Hi Bhupesh,
Thanks -- mystery solved!
I kind of hate to simply use the file name string as the qualifier, though.
Looking at the ELF headers of the vmlinux.o and vmlinux file, there are
several notable differences:
$ readelf -a vmlinux
ELF Header:
Magic: 7f 45 4c 46 02 01 01 00 00 00 00 00 00 00 00 00
Class: ELF64
Data: 2's complement, little endian
Version: 1 (current)
OS/ABI: UNIX - System V
ABI Version: 0
Type: EXEC (Executable file)
Machine: AArch64
Version: 0x1
Entry point address: 0xffff000008080000
Start of program headers: 64 (bytes into file)
Start of section headers: 186677936 (bytes into file)
Flags: 0x0
Size of this header: 64 (bytes)
Size of program headers: 56 (bytes)
Number of program headers: 4
Size of section headers: 64 (bytes)
Number of section headers: 42
Section header string table index: 41
...
$ readelf -a vmlinux.o
ELF Header:
Magic: 7f 45 4c 46 02 01 01 00 00 00 00 00 00 00 00 00
Class: ELF64
Data: 2's complement, little endian
Version: 1 (current)
OS/ABI: UNIX - System V
ABI Version: 0
Type: REL (Relocatable file)
Machine: AArch64
Version: 0x1
Entry point address: 0x0
Start of program headers: 0 (bytes into file)
Start of section headers: 478638376 (bytes into file)
Flags: 0x0
Size of this header: 64 (bytes)
Size of program headers: 0 (bytes)
Number of program headers: 0
Size of section headers: 64 (bytes)
Number of section headers: 34816
Section header string table index: 34815
...
There is the "Type", the "Entry point address", and perhaps most
notably,
the vmlinux.o's "Number of program headers:" count of 0, which obviously
would preclude the file from being usable.
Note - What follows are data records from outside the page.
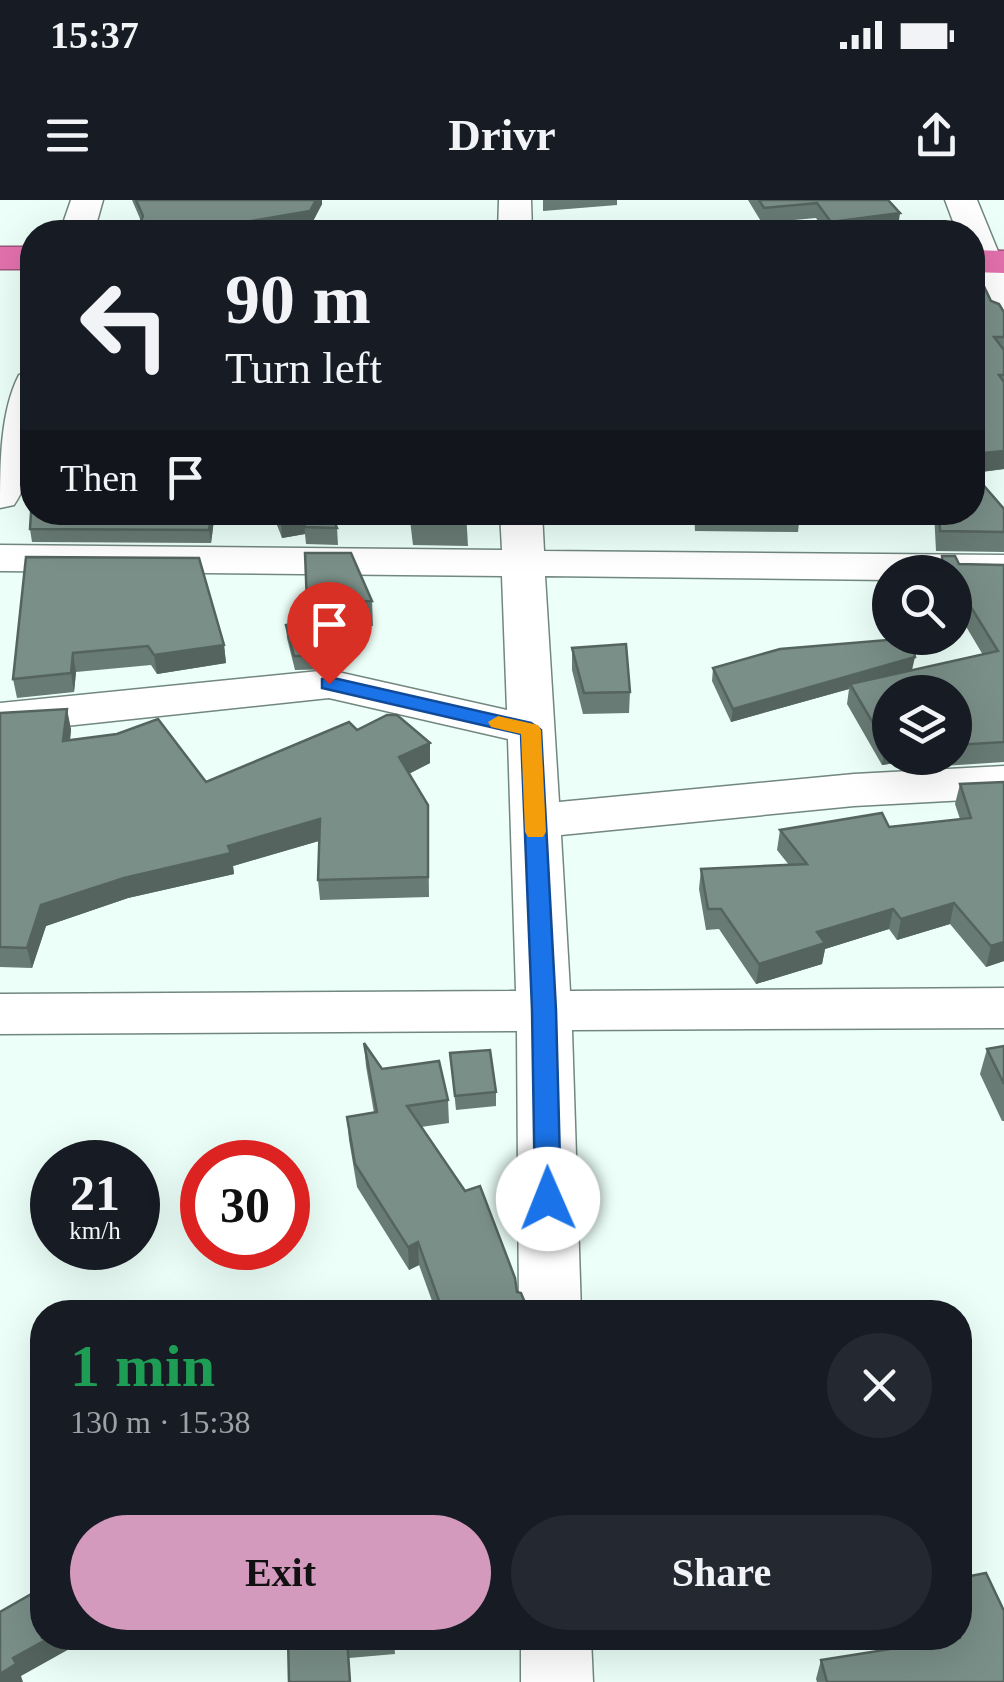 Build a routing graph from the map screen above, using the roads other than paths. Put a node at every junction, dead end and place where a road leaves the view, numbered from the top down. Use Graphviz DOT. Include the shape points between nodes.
graph roads {
  1 [pos="988,262"];
  2 [pos="1004,310"];
  3 [pos="20,425"];
  4 [pos="0,496"];
  5 [pos="521,538"];
  6 [pos="0,558"];
  7 [pos="1004,568"];
  8 [pos="0,718"];
  9 [pos="531,730"];
  10 [pos="1004,782"];
  11 [pos="535,822"];
  12 [pos="1004,1008"];
  13 [pos="544,1010"];
  14 [pos="0,1014"];
  15 [pos="550,1300"];
  16 [pos="556,1650"];
  17 [pos="557,1682"];
  1 -- 2 [label="street"];
  3 -- 4 [label="street"];
  5 -- 6 [label="street"];
  5 -- 7 [label="street"];
  5 -- 9 [label="street"];
  8 -- 9 [label="street" via="329,684"];
  9 -- 11 [label="street"];
  10 -- 11 [label="street"];
  11 -- 13 [label="street"];
  12 -- 13 [label="street"];
  13 -- 14 [label="street"];
  13 -- 15 [label="street"];
  16 -- 17 [label="street"];
} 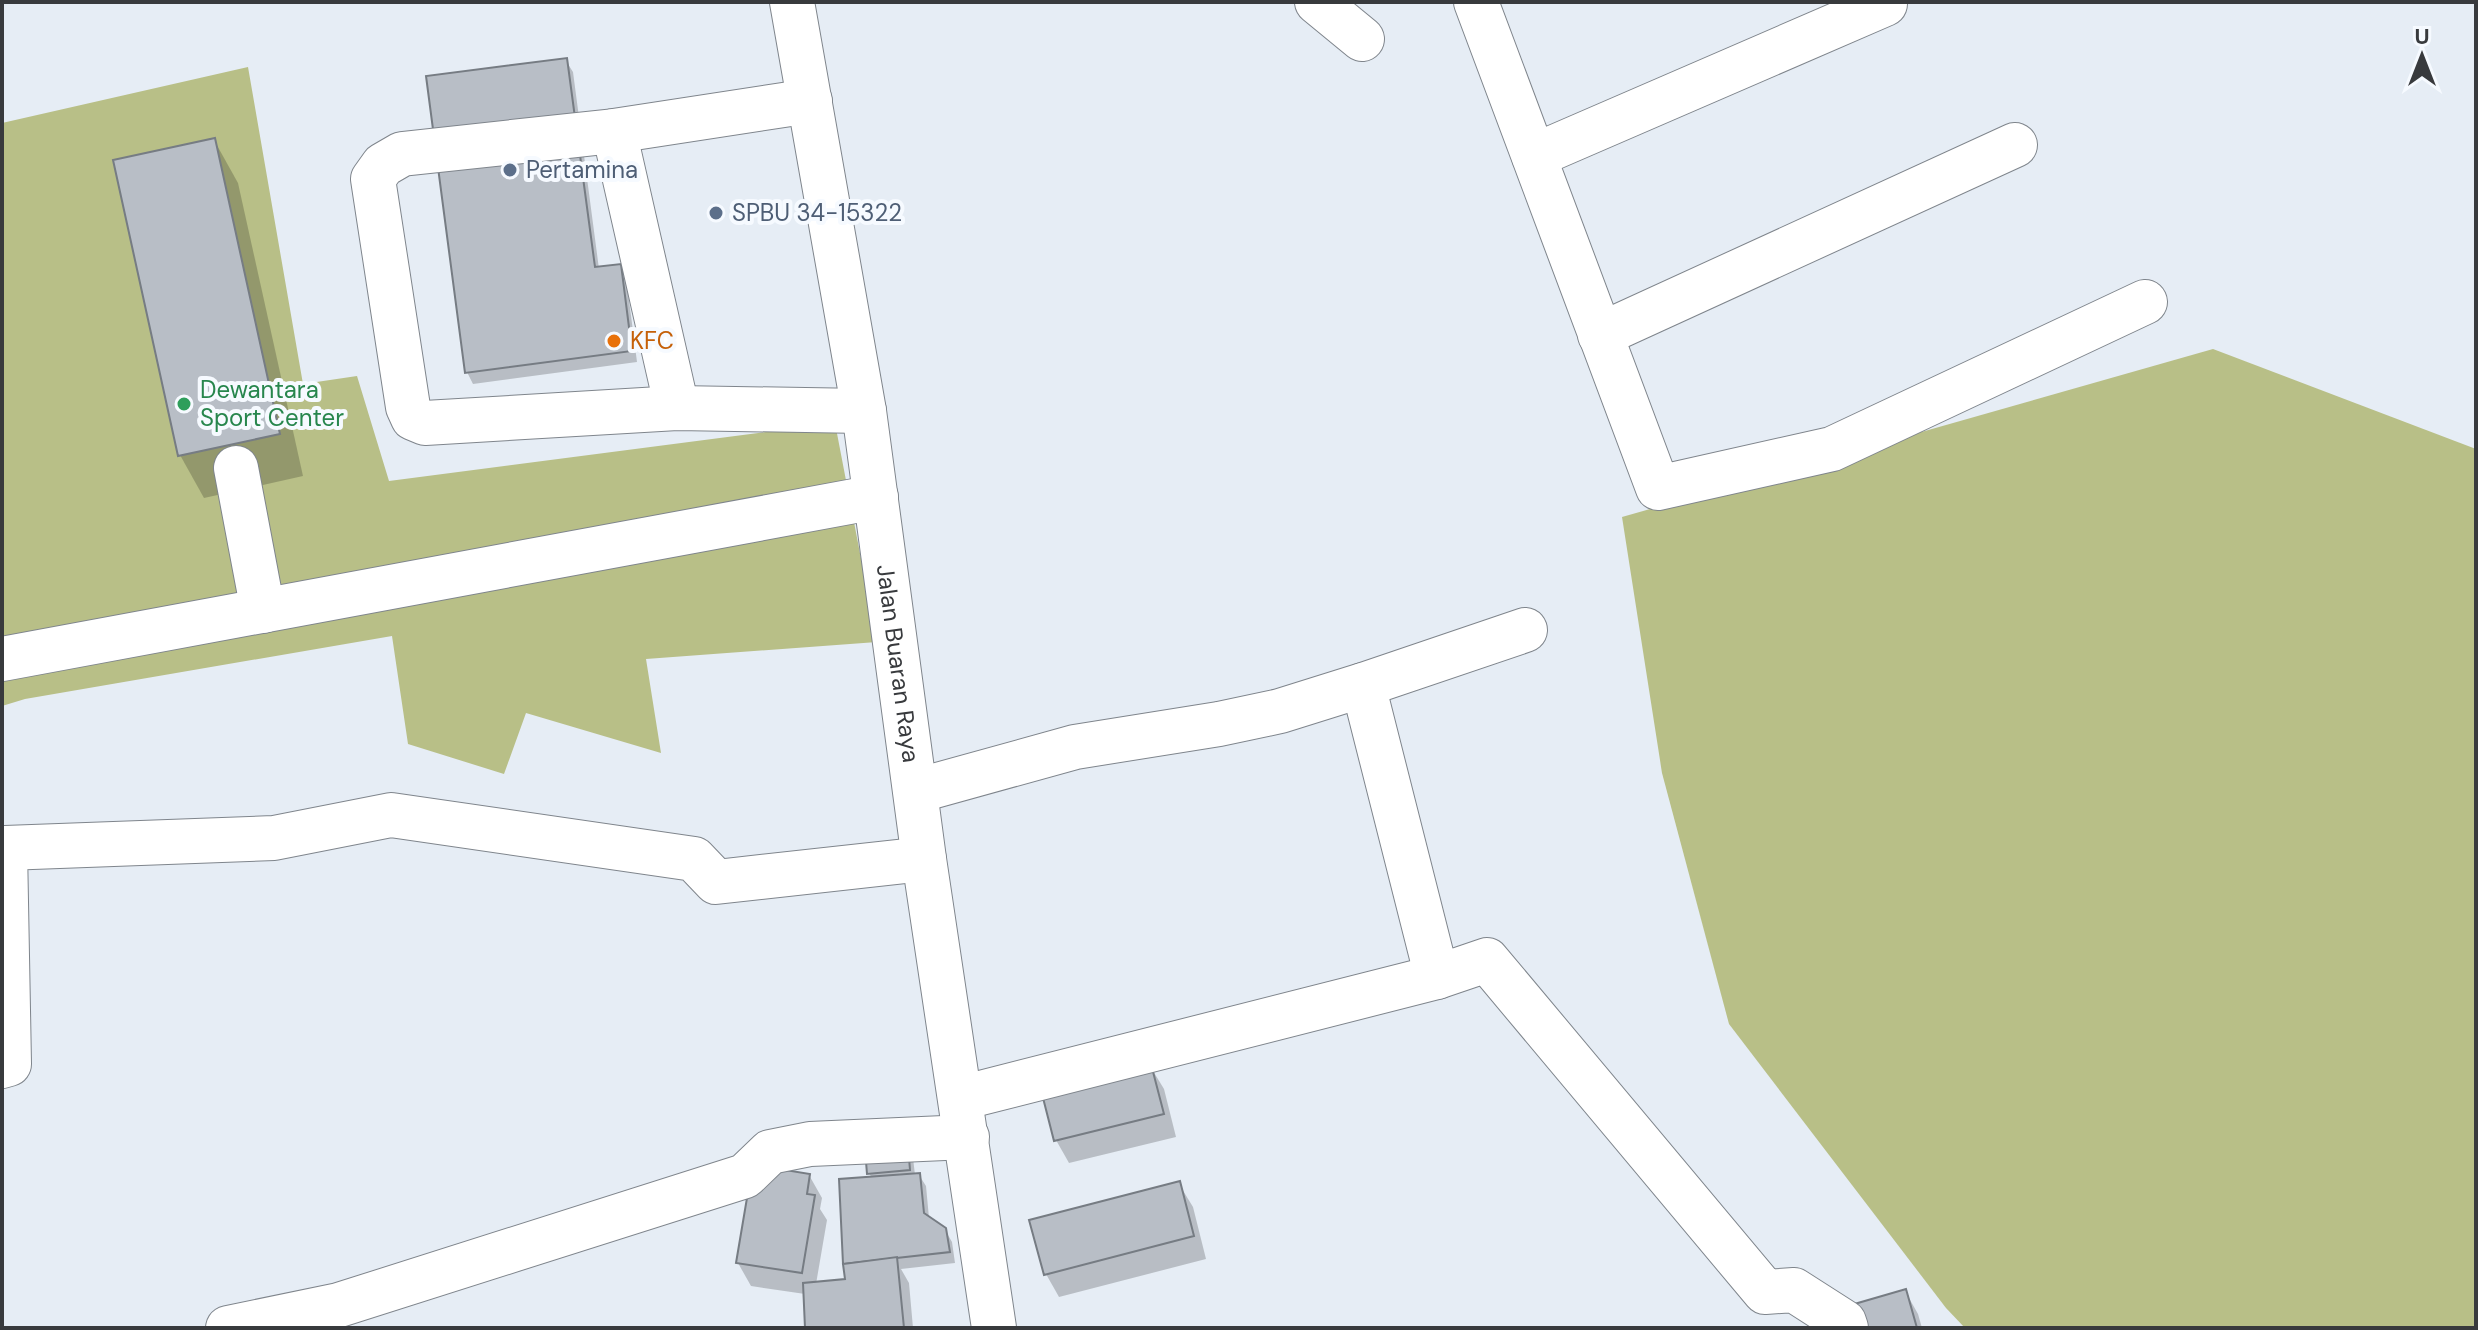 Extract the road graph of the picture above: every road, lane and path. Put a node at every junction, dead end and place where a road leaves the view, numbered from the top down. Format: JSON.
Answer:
{"nodes":[{"id":1,"x":792,"y":2,"type":"edge"},
{"id":2,"x":1317,"y":2,"type":"edge"},
{"id":3,"x":1476,"y":2,"type":"edge"},
{"id":4,"x":1885,"y":4,"type":"edge"},
{"id":5,"x":1362,"y":39,"type":"dead end"},
{"id":6,"x":810,"y":101,"type":"junction"},
{"id":7,"x":614,"y":131,"type":"junction"},
{"id":8,"x":2015,"y":145,"type":"dead end"},
{"id":9,"x":1534,"y":156,"type":"junction"},
{"id":10,"x":2145,"y":302,"type":"dead end"},
{"id":11,"x":1600,"y":335,"type":"junction"},
{"id":12,"x":677,"y":408,"type":"junction"},
{"id":13,"x":864,"y":411,"type":"junction"},
{"id":14,"x":236,"y":468,"type":"dead end"},
{"id":15,"x":876,"y":497,"type":"junction"},
{"id":16,"x":263,"y":611,"type":"junction"},
{"id":17,"x":1525,"y":630,"type":"dead end"},
{"id":18,"x":2,"y":659,"type":"edge"},
{"id":19,"x":1363,"y":685,"type":"junction"},
{"id":20,"x":916,"y":791,"type":"junction"},
{"id":21,"x":924,"y":859,"type":"junction"},
{"id":22,"x":1437,"y":977,"type":"junction"},
{"id":23,"x":2,"y":1066,"type":"edge"},
{"id":24,"x":964,"y":1117,"type":"junction"},
{"id":25,"x":228,"y":1328,"type":"edge"},
{"id":26,"x":994,"y":1328,"type":"edge"},
{"id":27,"x":1846,"y":1328,"type":"edge"}],
"edges":[{"from":1,"to":6,"type":"street","name":"Jalan Buaran Raya"},
{"from":2,"to":5,"type":"street"},
{"from":3,"to":9,"type":"street"},
{"from":4,"to":9,"type":"street"},
{"from":6,"to":7,"type":"street"},
{"from":6,"to":13,"type":"street","name":"Jalan Buaran Raya"},
{"from":7,"to":12,"type":"street"},
{"from":7,"to":12,"type":"street"},
{"from":8,"to":11,"type":"street"},
{"from":9,"to":11,"type":"street"},
{"from":10,"to":11,"type":"street"},
{"from":12,"to":13,"type":"street"},
{"from":13,"to":15,"type":"street","name":"Jalan Buaran Raya"},
{"from":14,"to":16,"type":"street"},
{"from":15,"to":16,"type":"street"},
{"from":15,"to":20,"type":"street","name":"Jalan Buaran Raya"},
{"from":16,"to":18,"type":"street"},
{"from":17,"to":19,"type":"street"},
{"from":19,"to":20,"type":"street"},
{"from":19,"to":22,"type":"street"},
{"from":20,"to":21,"type":"street","name":"Jalan Buaran Raya"},
{"from":21,"to":23,"type":"street"},
{"from":21,"to":24,"type":"street","name":"Jalan Buaran Raya"},
{"from":22,"to":24,"type":"street"},
{"from":22,"to":27,"type":"street"},
{"from":24,"to":25,"type":"street"},
{"from":24,"to":26,"type":"street","name":"Jalan Buaran Raya"}]}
I would prefer to beef up the currently-existing is_kernel() function,
and use it instead of is_elf_file(). Let me take a look at what works.
Thanks,
Dave
----- Original Message -----
I found this particular issue while compiling and installing
a kernel from source on a RHEL arm64 machine. I used the following
commands to build and install the kernel from source:
# make olddefconfig
# make
# make modules_install INSTALL_MOD_STRIP=1 && make install
This compiles and installs both 'vmlinux' and 'vmlinux.o' at
the following standard location - '/lib/modules/<kernel>/build/
Now the problem can be reproduced using the following steps:
1. Update grub to boot the freshly compiled kernel.
2. Reboot machine.
3. Now, run crash on live system, it errors out with the following
messages:
crash: invalid kernel virtual address: 8470 type: "possible"
WARNING: cannot read cpu_possible_map
crash: invalid kernel virtual address: 8270 type: "present"
WARNING: cannot read cpu_present_map
crash: invalid kernel virtual address: 8070 type: "online"
WARNING: cannot read cpu_online_map
crash: invalid kernel virtual address: 8670 type: "active"
WARNING: cannot read cpu_active_map
crash: cannot resolve "_stext"
4. Enabling some debug messages in 'find_booted_kernel()' function
tells us that it finds 'vmlinux.o' earlier than 'vmlinux' and accepts
that as the kernel being boot'ed:
find_booted_kernel: check: /lib/modules/4.14.0/build/vmlinux.o
find_booted_kernel: found: /lib/modules/4.14.0/build/vmlinux.o
5. Now the problem happens due to following check inside
'find_booted_kernel()' function:
if (mount_point(kernel) ||
!file_readable(kernel) ||
!is_elf_file(kernel))
continue;
6. Since 'vmlinux.o' is a elf file, is readable and is not
mount'able, so the check in point 5 fails and we incorrectly
accept this as the kernel being boot'ed, even though
there was a 'vmlinux' present inside
'/lib/modules/<kernel>/build'.
7. Now, later when crash tries to access symbols (like _stext)
using this kernel symbol file, we see errors.
Fix this by skipping 'vmlinux.o' from the check in point 5,
so that we can select 'vmlinux' correctly as the kernel file.
After this fix, crash no longer errors out and we can use
full functionality on the crash prompt.
Signed-off-by: Bhupesh Sharma <bhsharma(a)redhat.com>
---
filesys.c | 14 +++++++++++++-
1 file changed, 13 insertions(+), 1 deletion(-)
diff --git a/filesys.c b/filesys.c
index 1b44ad5cefa8..9f240d6115a1 100644
--- a/filesys.c
+++ b/filesys.c
@@ -623,9 +623,21 @@ find_booted_kernel(void)
sprintf(kernel, "%s%s", searchdirs[i], dp->d_name);
+ /* We may run into a special case with
+ * 'vmlinux.o' been present inside
+ * '/lib/modules/<kernel>/build/',
+ * which has some special characteristics -
+ * this is a elf file, is readable and is not
+ * mount'able.
+ *
+ * So we need to handle this properly here to
+ * make sure that we get to the real 'vmlinux'
+ * rather than the 'vmlinux.o'
+ */
if (mount_point(kernel) ||
!file_readable(kernel) ||
- !is_elf_file(kernel))
+ !is_elf_file(kernel) ||
+ !(strcmp(dp->d_name, "vmlinux.o")))
continue;
if (CRASHDEBUG(1))
--
2.7.4